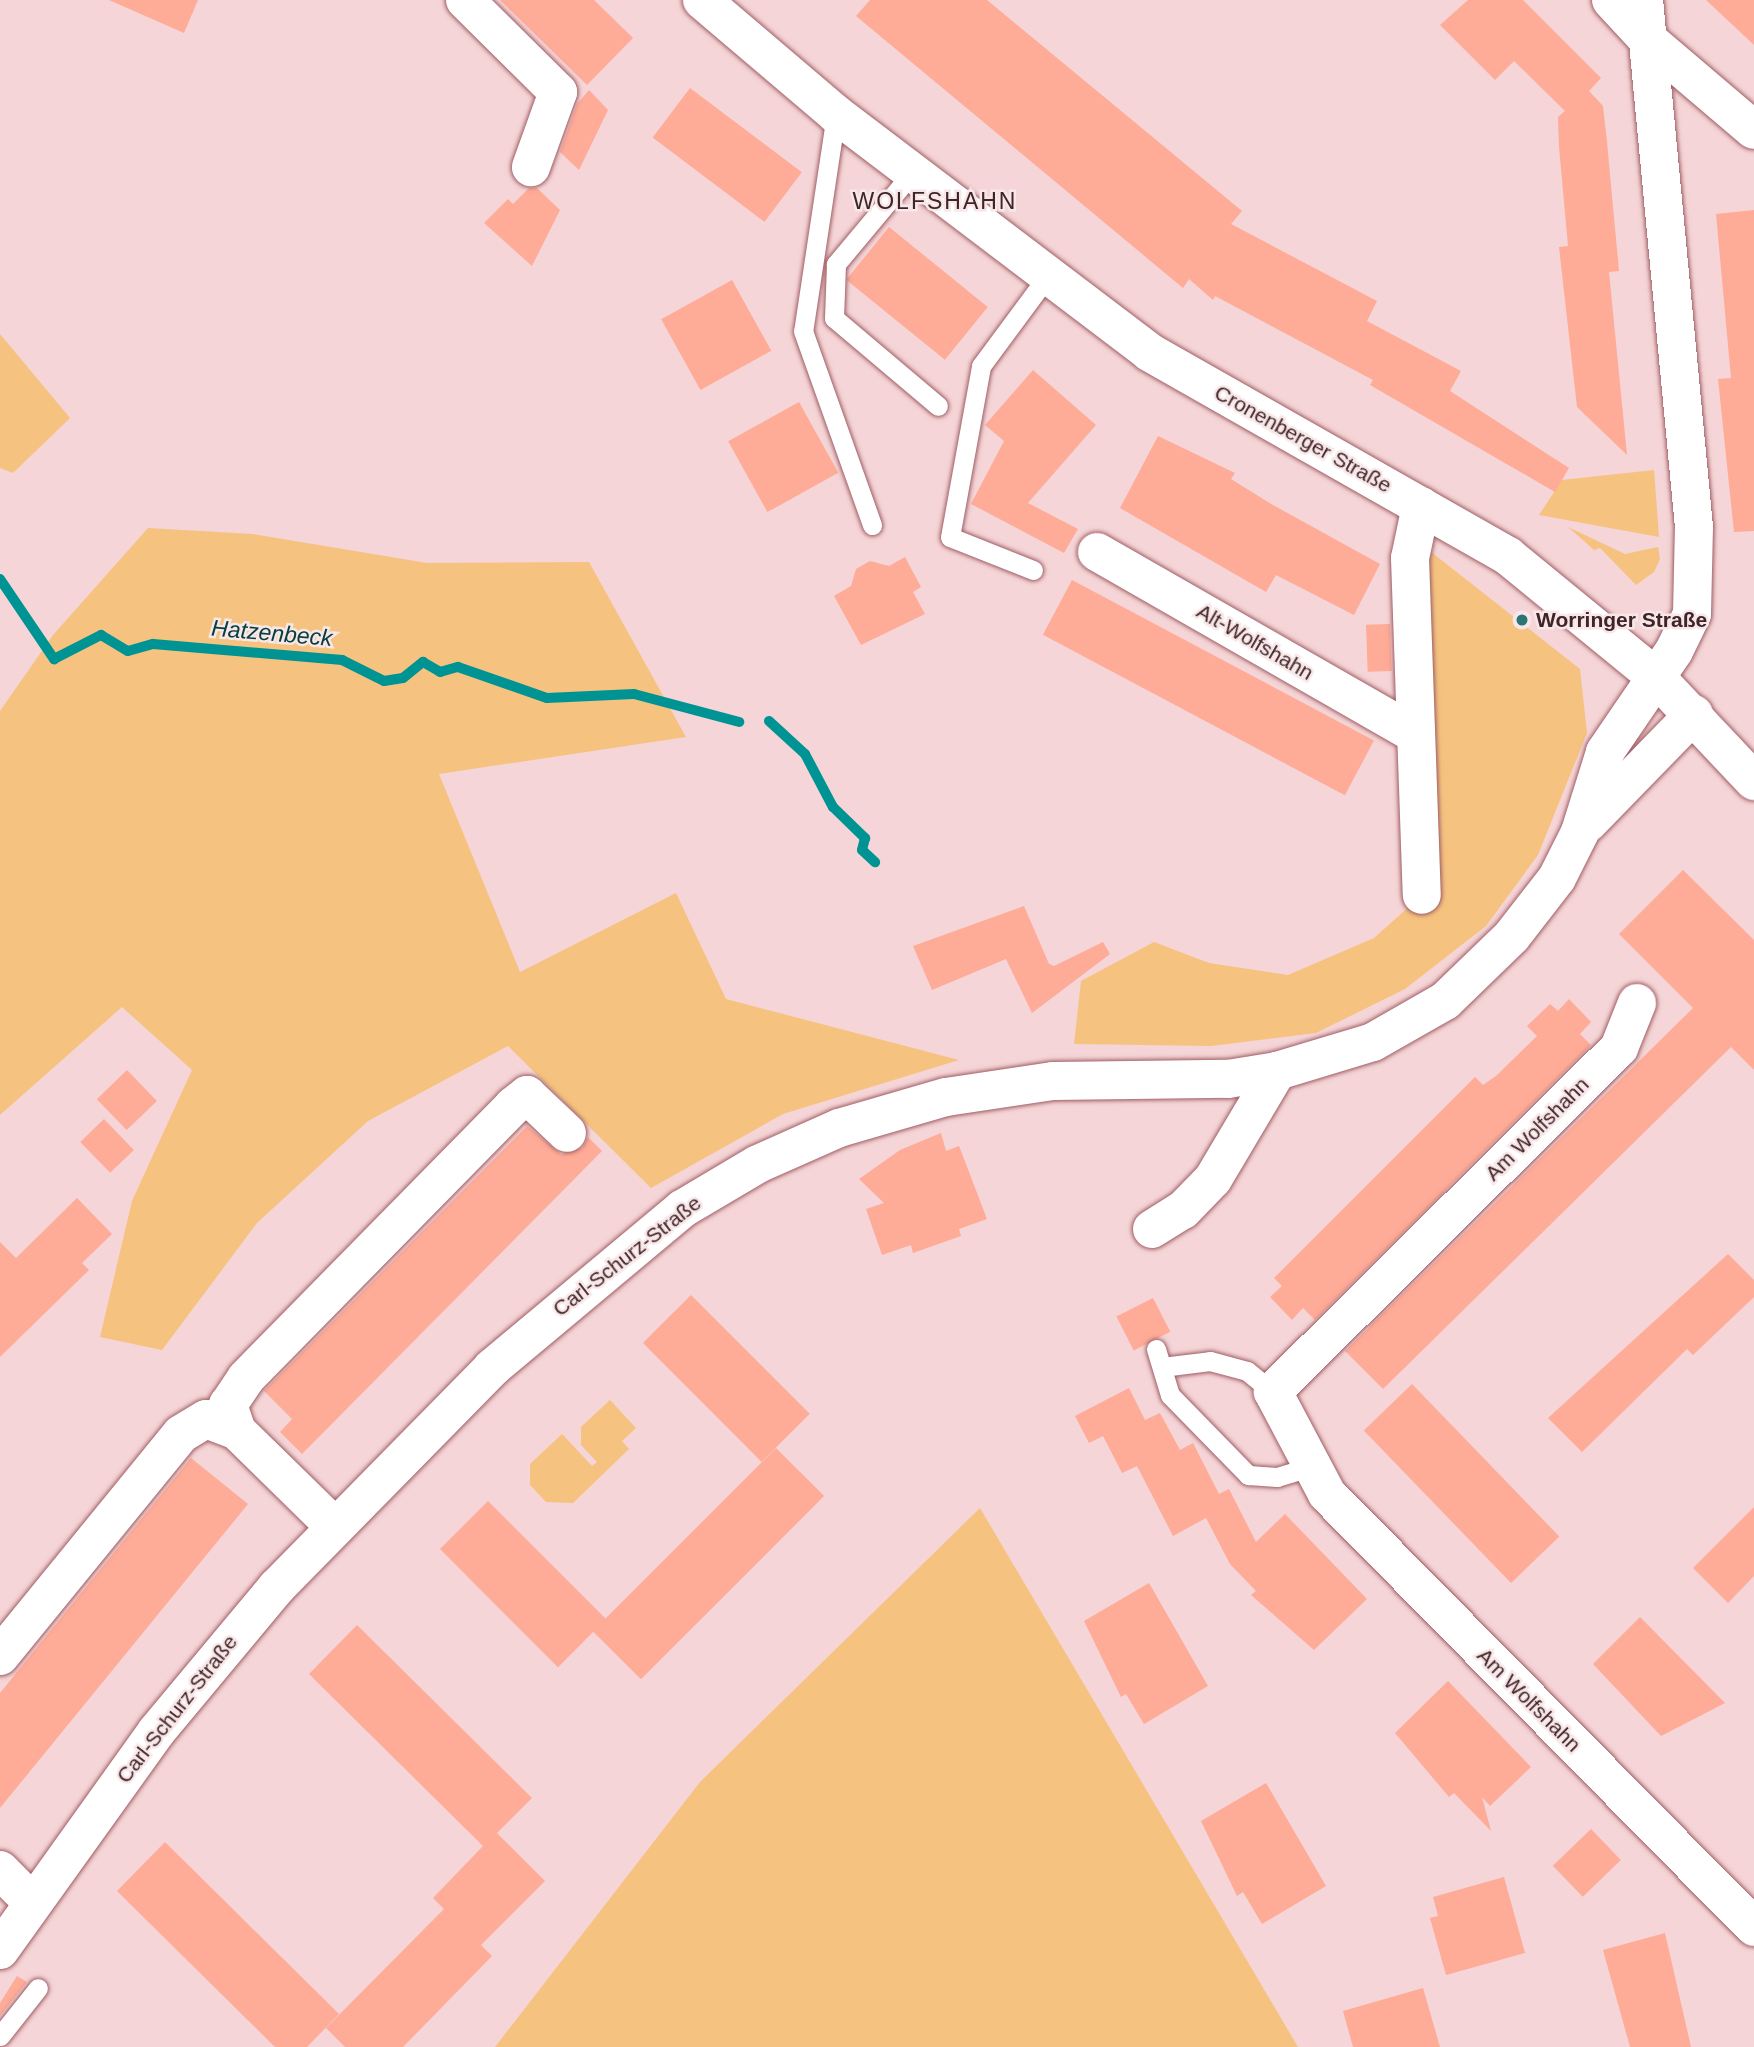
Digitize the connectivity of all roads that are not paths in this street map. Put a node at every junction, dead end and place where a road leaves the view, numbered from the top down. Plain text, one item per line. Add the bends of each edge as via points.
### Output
1 (465, 0) edge
2 (702, 0) edge
3 (1611, 0) edge
4 (1644, 0) edge
5 (1647, 40) junction
6 (836, 114) junction
7 (1754, 130) edge
8 (531, 167) dead end
9 (912, 173) junction
10 (1046, 278) junction
11 (939, 407) dead end
12 (1422, 506) junction
13 (873, 525) dead end
14 (1097, 552) dead end
15 (1033, 570) dead end
16 (1656, 677) junction
17 (1694, 713) junction
18 (1413, 733) junction
19 (1754, 781) edge
20 (1580, 832) junction
21 (1422, 895) dead end
22 (1637, 1003) dead end
23 (1277, 1071) junction
24 (568, 1133) dead end
25 (1152, 1229) dead end
26 (1273, 1392) junction
27 (237, 1431) junction
28 (1313, 1466) junction
29 (335, 1527) junction
30 (0, 1656) edge
31 (0, 1870) edge
32 (32, 1902) junction
33 (1754, 1927) edge
34 (0, 1951) edge
35 (38, 1988) dead end
36 (0, 2036) edge

1 - 8 street via 558,92
2 - 6 street, Cronenberger Straße
3 - 5 street
4 - 5 street
5 - 7 street
5 - 16 street via 1696,578 1689,622
6 - 9 street, Cronenberger Straße
6 - 13 lane via 803,331
9 - 10 street, Cronenberger Straße
9 - 11 lane via 836,264 834,318
10 - 12 street, Cronenberger Straße via 1149,352
10 - 15 lane via 981,366 950,537
12 - 16 street, Cronenberger Straße via 1508,556
12 - 18 street via 1410,558
14 - 18 street, Alt-Wolfshahn
16 - 17 street, Cronenberger Straße
16 - 20 street, Carl-Schurz-Straße via 1605,752
17 - 19 street, Cronenberger Straße
17 - 20 street, Carl-Schurz-Straße
18 - 21 street
20 - 23 street, Carl-Schurz-Straße via 1557,878 1512,936 1445,1001 1373,1042
22 - 26 street, Am Wolfshahn via 1619,1048
23 - 25 street via 1213,1179 1183,1210
23 - 29 street, Carl-Schurz-Straße via 1228,1079 1053,1081 946,1097 839,1128 758,1164 682,1209 555,1311
24 - 27 street via 527,1095 513,1106 246,1378 228,1405
26 - 28 street, Am Wolfshahn
26 - 28 lane via 1247,1371 1209,1361 1159,1358 1170,1395 1248,1475 1277,1477
27 - 29 street
27 - 30 street via 206,1419 181,1434
28 - 33 street, Am Wolfshahn via 1327,1494
29 - 32 street, Carl-Schurz-Straße via 212,1662
31 - 32 street
32 - 34 street, Carl-Schurz-Straße
35 - 36 lane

***

- _What to do_
Show every line from the listing above in which the string "Schurz" appears.

- _Answer section_
16 - 20 street, Carl-Schurz-Straße via 1605,752
17 - 20 street, Carl-Schurz-Straße
20 - 23 street, Carl-Schurz-Straße via 1557,878 1512,936 1445,1001 1373,1042
23 - 29 street, Carl-Schurz-Straße via 1228,1079 1053,1081 946,1097 839,1128 758,1164 682,1209 555,1311
29 - 32 street, Carl-Schurz-Straße via 212,1662
32 - 34 street, Carl-Schurz-Straße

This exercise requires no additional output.